> **Instructions for the task**:
Check each line of the listing below for the string "hand", and copy the ones that have it.

> **Data**:

'''

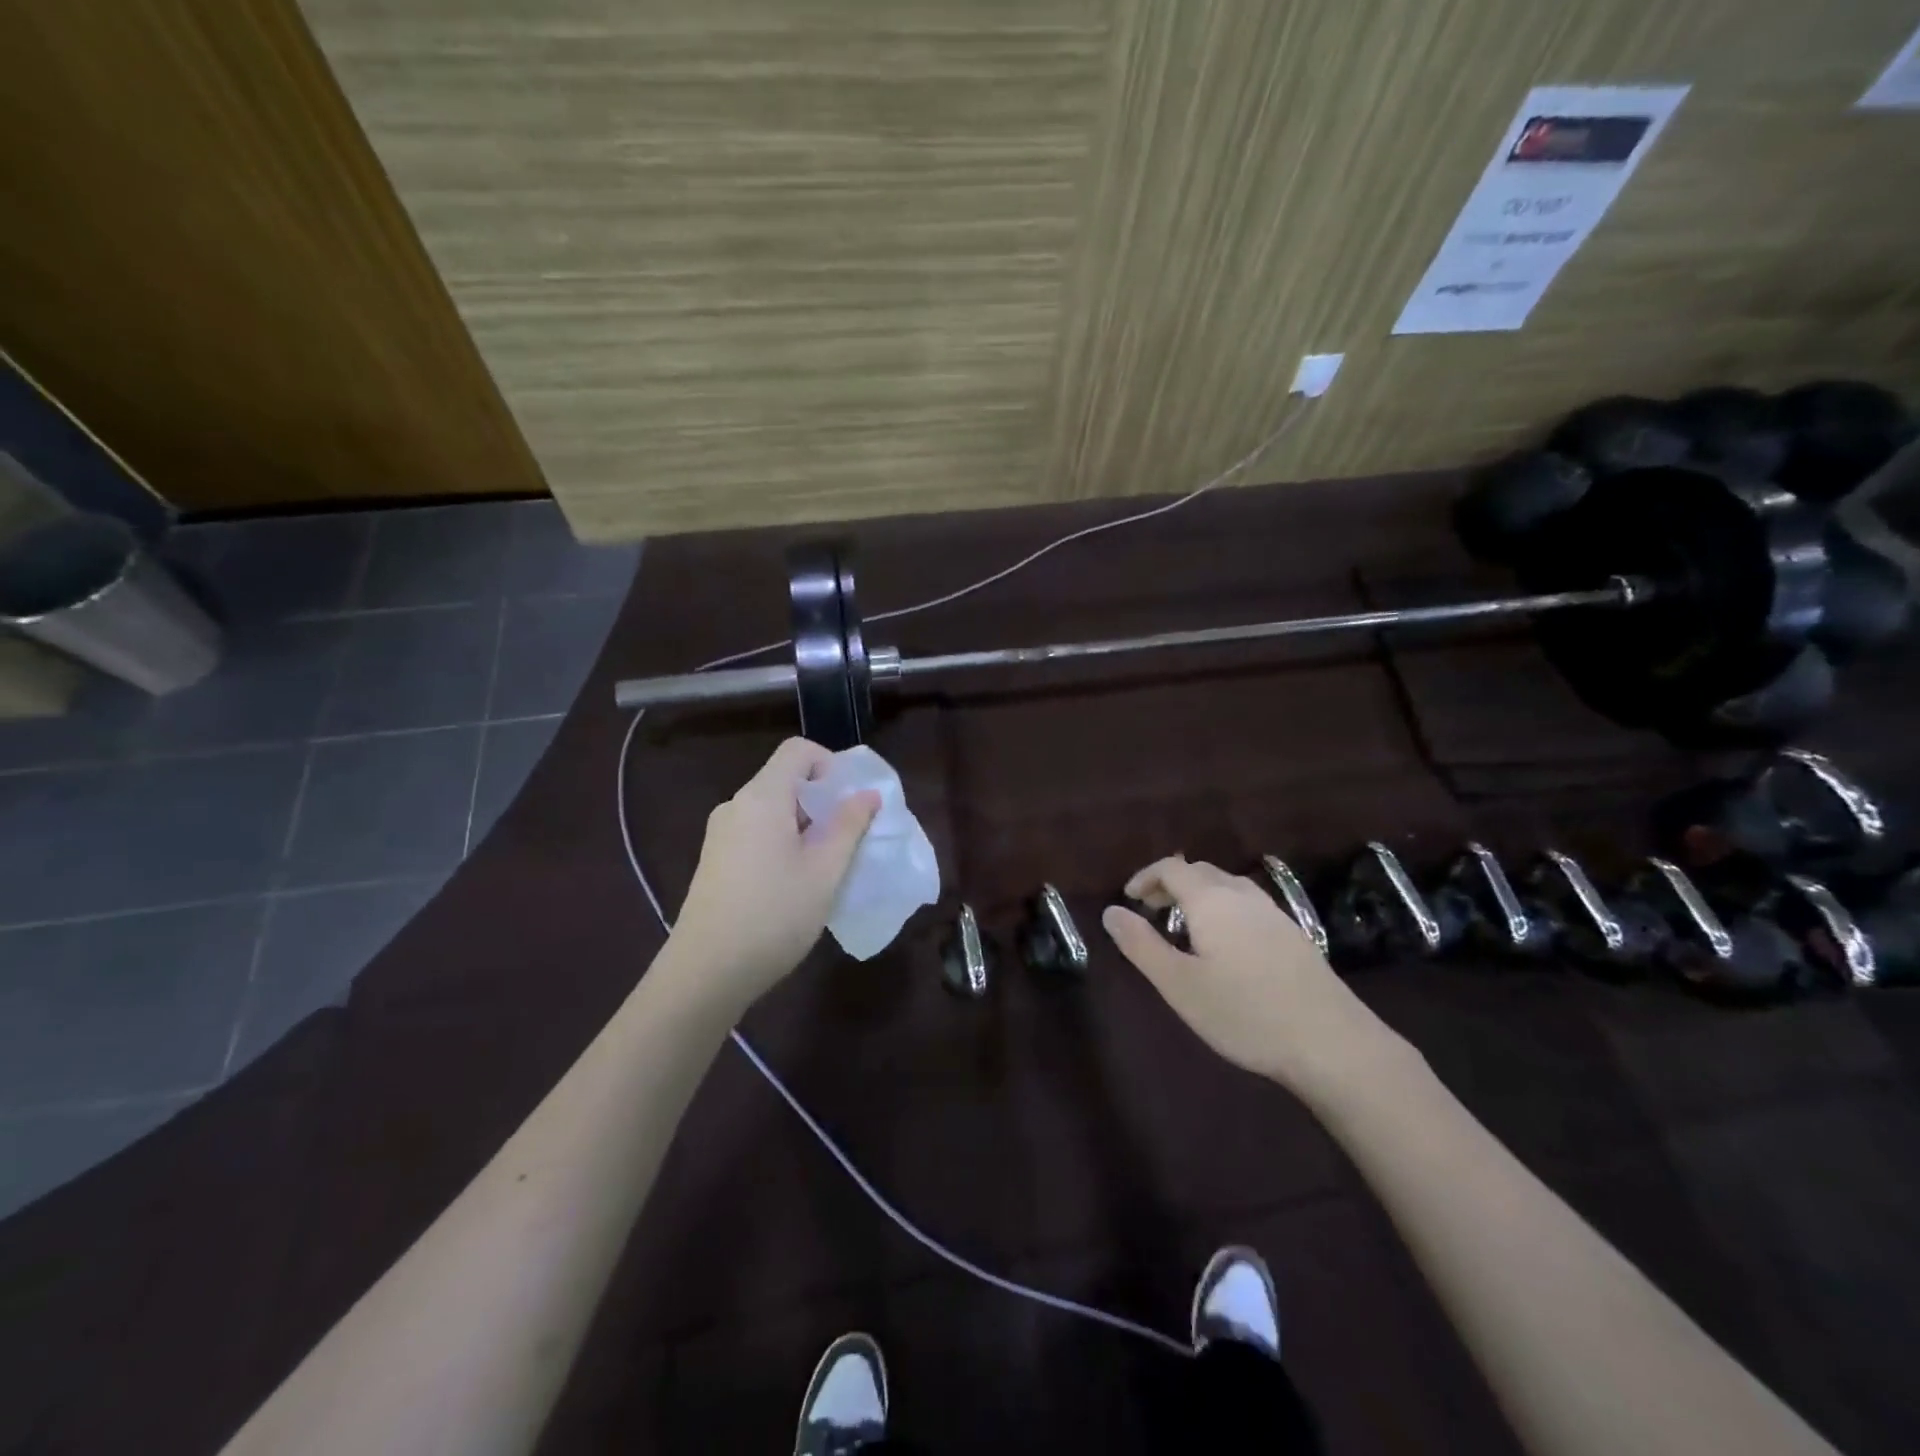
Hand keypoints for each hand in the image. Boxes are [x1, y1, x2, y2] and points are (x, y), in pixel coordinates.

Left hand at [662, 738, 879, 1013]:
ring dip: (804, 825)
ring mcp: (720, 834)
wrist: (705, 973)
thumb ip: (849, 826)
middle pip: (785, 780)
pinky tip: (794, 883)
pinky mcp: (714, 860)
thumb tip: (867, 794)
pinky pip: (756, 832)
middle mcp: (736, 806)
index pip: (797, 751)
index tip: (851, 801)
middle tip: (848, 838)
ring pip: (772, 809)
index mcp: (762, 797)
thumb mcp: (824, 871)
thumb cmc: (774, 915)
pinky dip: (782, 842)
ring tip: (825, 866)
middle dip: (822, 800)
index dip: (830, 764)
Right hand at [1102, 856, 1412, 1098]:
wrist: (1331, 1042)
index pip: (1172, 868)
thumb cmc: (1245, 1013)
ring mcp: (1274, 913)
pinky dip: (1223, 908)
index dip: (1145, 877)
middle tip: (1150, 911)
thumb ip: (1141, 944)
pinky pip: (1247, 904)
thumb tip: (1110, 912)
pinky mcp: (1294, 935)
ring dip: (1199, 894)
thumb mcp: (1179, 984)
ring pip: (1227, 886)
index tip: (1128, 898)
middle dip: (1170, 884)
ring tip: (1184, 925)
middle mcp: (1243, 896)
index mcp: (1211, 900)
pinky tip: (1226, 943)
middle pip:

'''

> **Solved problem**:
Hand keypoints for each hand in the image. Boxes are [x1, y1, x2, y2] and points are (x, y), in pixel coordinates.
Left hand at [662, 738, 879, 1013]:
Right hand at [1102, 856, 1412, 1098]:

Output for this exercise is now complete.